Biography
Johanna Selleck



Biography
Johanna Selleck
Dr Johanna Selleck is a composer, flautist, and musicologist. She was born in 1959 and grew up in Eltham, Victoria. She began playing recorder, then flute, from the age of 10, studying under her first teacher, Philip Leenman. After completing a Bachelor of Arts (Hons) in philosophy and criminology at the University of Melbourne in 1983, she gained her T.Mus.A and L.Mus A. in flute, followed by a B.Mus (1991) and M.Mus (1997) in performance and composition. She completed a Ph.D in composition at Melbourne University in 2007, studying under Brenton Broadstock and Kerry Murphy. She currently teaches at the Faculty of the Victorian College of the Arts and Music, University of Melbourne, where she is an Honorary Fellow. She teaches flute at Presbyterian Ladies’ College in Melbourne and works as a freelance flautist, focusing on contemporary music. She also works as a flute examiner for the Australian Music Examinations Board. She has one son and currently lives with her husband in Upper Ferntree Gully, Victoria.
Johanna has composed a wide range of chamber, orchestral, vocal, and electronic works. Her compositions have been performed by the Queensland, Tasmania, and Melbourne Symphony orchestras and have been featured in numerous festivals including the Port Fairy Festival (1998, 1999, 2000), the Composing Womens’ Festivals in Melbourne (1994) and Canberra (2001), the Barwon Heads Festival of the Sea (2009), the 3rd Australian Harp Festival (2008), and in St. James, Malta, during Maltese Australian Culture Week (2004). Johanna performed the solo part of her flute concerto Unspoken Dialogues with the Melbourne Symphony in a recording project for Melbourne composers at the Iwaki Auditorium in 2003. Unspoken Dialogues was awarded an Honorable Mention in the Fauxharmonic Orchestra’s International Composition Competition in 2009.
Commissioned works include pieces for Ensemble Zauberflöte, Melbourne University, the Victorian College of the Arts, Melbourne Grammar, the Cairnmillar Institute, the Australian Contemporary Chorale, Astra, and the Song Company. Her music has been recorded and released through Move Records (the CD Giants in the Land featuring pianist Ian Holtham) and is published by Allans Music, Reed Music, and the Centre for Studies in Australian Music.

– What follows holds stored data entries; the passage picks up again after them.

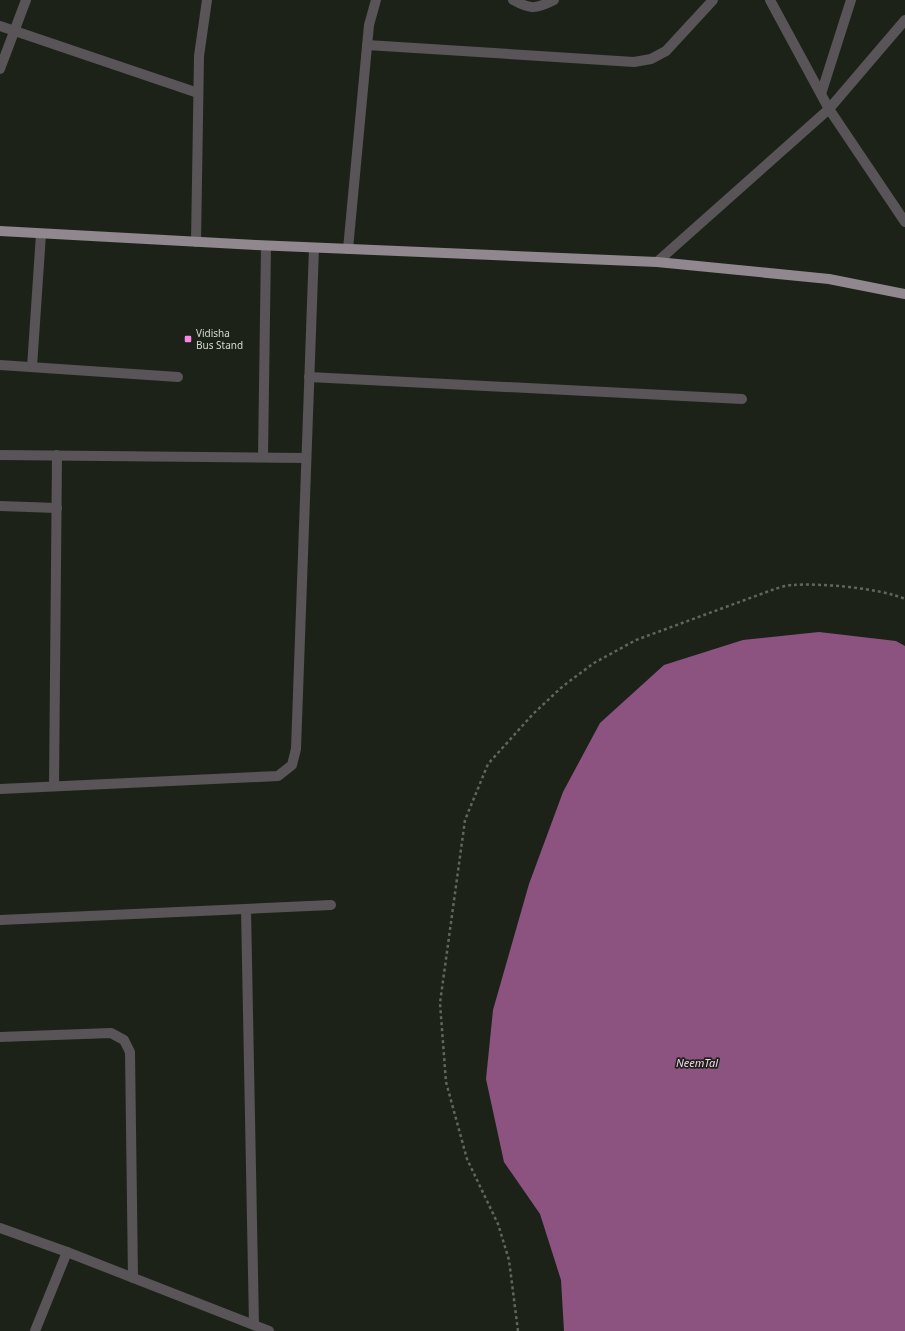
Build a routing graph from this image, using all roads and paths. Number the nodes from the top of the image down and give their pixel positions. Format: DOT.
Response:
graph roads {
  1 [pos="26,0"];
  2 [pos="207,0"];
  3 [pos="376,0"];
  4 [pos="513,0"];
  5 [pos="554,0"];
  6 [pos="713,0"];
  7 [pos="770,0"];
  8 [pos="851,0"];
  9 [pos="905,20"];
  10 [pos="0,26"];
  11 [pos="14,31"];
  12 [pos="367,45"];
  13 [pos="0,69"];
  14 [pos="198,93"];
  15 [pos="821,94"];
  16 [pos="829,108"];
  17 [pos="905,222"];
  18 [pos="0,231"];
  19 [pos="41,234"];
  20 [pos="196,242"];
  21 [pos="266,246"];
  22 [pos="314,248"];
  23 [pos="348,249"];
  24 [pos="656,262"];
  25 [pos="905,294"];
  26 [pos="0,365"];
  27 [pos="32,367"];
  28 [pos="178,377"];
  29 [pos="309,377"];
  30 [pos="742,399"];
  31 [pos="0,455"];
  32 [pos="57,455"];
  33 [pos="264,457"];
  34 [pos="306,458"];
  35 [pos="0,506"];
  36 [pos="57,508"];
  37 [pos="905,599"];
  38 [pos="54,786"];
  39 [pos="0,789"];
  40 [pos="331,905"];
  41 [pos="246,909"];
  42 [pos="0,920"];
  43 [pos="0,1037"];
  44 [pos="0,1228"];
  45 [pos="67,1252"];
  46 [pos="133,1278"];
  47 [pos="254,1325"];
  48 [pos="35,1331"];
  49 [pos="269,1331"];
  50 [pos="518,1331"];
  1 -- 11 [label="street"];
  2 -- 14 [label="street"];
  3 -- 12 [label="street"];
  4 -- 5 [label="street"];
  6 -- 12 [label="street"];
  7 -- 15 [label="street"];
  8 -- 15 [label="street"];
  9 -- 16 [label="street"];
  10 -- 11 [label="street"];
  11 -- 13 [label="street"];
  11 -- 14 [label="street"];
  12 -- 23 [label="street"];
  14 -- 20 [label="street"];
  15 -- 16 [label="street"];
  16 -- 17 [label="street"];
  16 -- 24 [label="street"];
  18 -- 19 [label="main road"];
  19 -- 20 [label="main road"];
  19 -- 27 [label="street"];
  20 -- 21 [label="main road"];
  21 -- 22 [label="main road"];
  21 -- 33 [label="street"];
  22 -- 23 [label="main road"];
  22 -- 29 [label="street"];
  23 -- 24 [label="main road"];
  24 -- 25 [label="main road"];
  26 -- 27 [label="street"];
  27 -- 28 [label="street"];
  29 -- 30 [label="street"];
  29 -- 34 [label="street"];
  31 -- 32 [label="street"];
  32 -- 33 [label="street"];
  32 -- 36 [label="street"];
  33 -- 34 [label="street"];
  34 -- 38 [label="street"];
  35 -- 36 [label="street"];
  36 -- 38 [label="street"];
  37 -- 50 [label="path"];
  38 -- 39 [label="street"];
  40 -- 41 [label="street"];
  41 -- 42 [label="street"];
  41 -- 47 [label="street"];
  43 -- 46 [label="street"];
  44 -- 45 [label="street"];
  45 -- 46 [label="street"];
  45 -- 48 [label="street"];
  46 -- 47 [label="street"];
  47 -- 49 [label="street"];
}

Her first Sonata for Flute was composed for and premiered by ABC Young Performer of the Year, Andrew Day, in 2008.
Johanna has published articles and reviews in the ABC’s Limelight magazine, Cambridge Scholars Press, the Australasian Musicolgical Research Journal, the Victorian Flute Guild’s magazine The Flautist, and the Australian Music Teacher magazine (among others). She worked as a music critic for Melbourne’s Herald Sun between 1996 and 2002. Her Ph.D thesis, Notions of Identity: A Socio-Cultural Interpretation of Music in Melbourne, 1880–1902, has been accepted for publication by Lambert Academic Press, Germany.
Between 2004 and 2008, Johanna was employed as the assistant at the Centre for Studies in Australian Music at Melbourne University. During this time, she compiled and edited four issues of the Centre’s Review. She also produced and edited a volume of song settings to the poems by Ern Malley (the product of Harold Stewart and James MacAuley’s infamous literary hoax of 1944). Entitled Ern Malley’s The Darkening Ecliptic: Song Settings by Australian Composers, the book will be published by Lyrebird Press (Éditions de l’Oiseau-Lyre) in 2010. She has served for over 20 years on the Leslie Barklamb Scholarship Committee and various festival committees of the Victorian Flute Guild.
Currently, Johanna is the editor of Da Yig, the newsletter of the Tibetan Women's Association and Friends Australia. TWAFA is one of 49 chapters worldwide, which support Tibetan refugees. The parent branch, the Tibetan Women's Assocation, is based in Dharamsala, India. Johanna is the Vice-President of TWAFA.
In 1990, Johanna won the Percy Grainger Prize for Composition. In 1995, she won second place in the South African International Composers’ Eisteddfod. In 2006, she was awarded First Prize in the Albert H. Maggs Composition Award for Australian Composers.
In April 2010, Johanna will be collaborating with the internationally renowned blues harmonica player, Corky Siegel, to compose a concerto for harmonica and chamber orchestra. The Corky Siegel project is supported by the Victorian Government through Arts Victoria.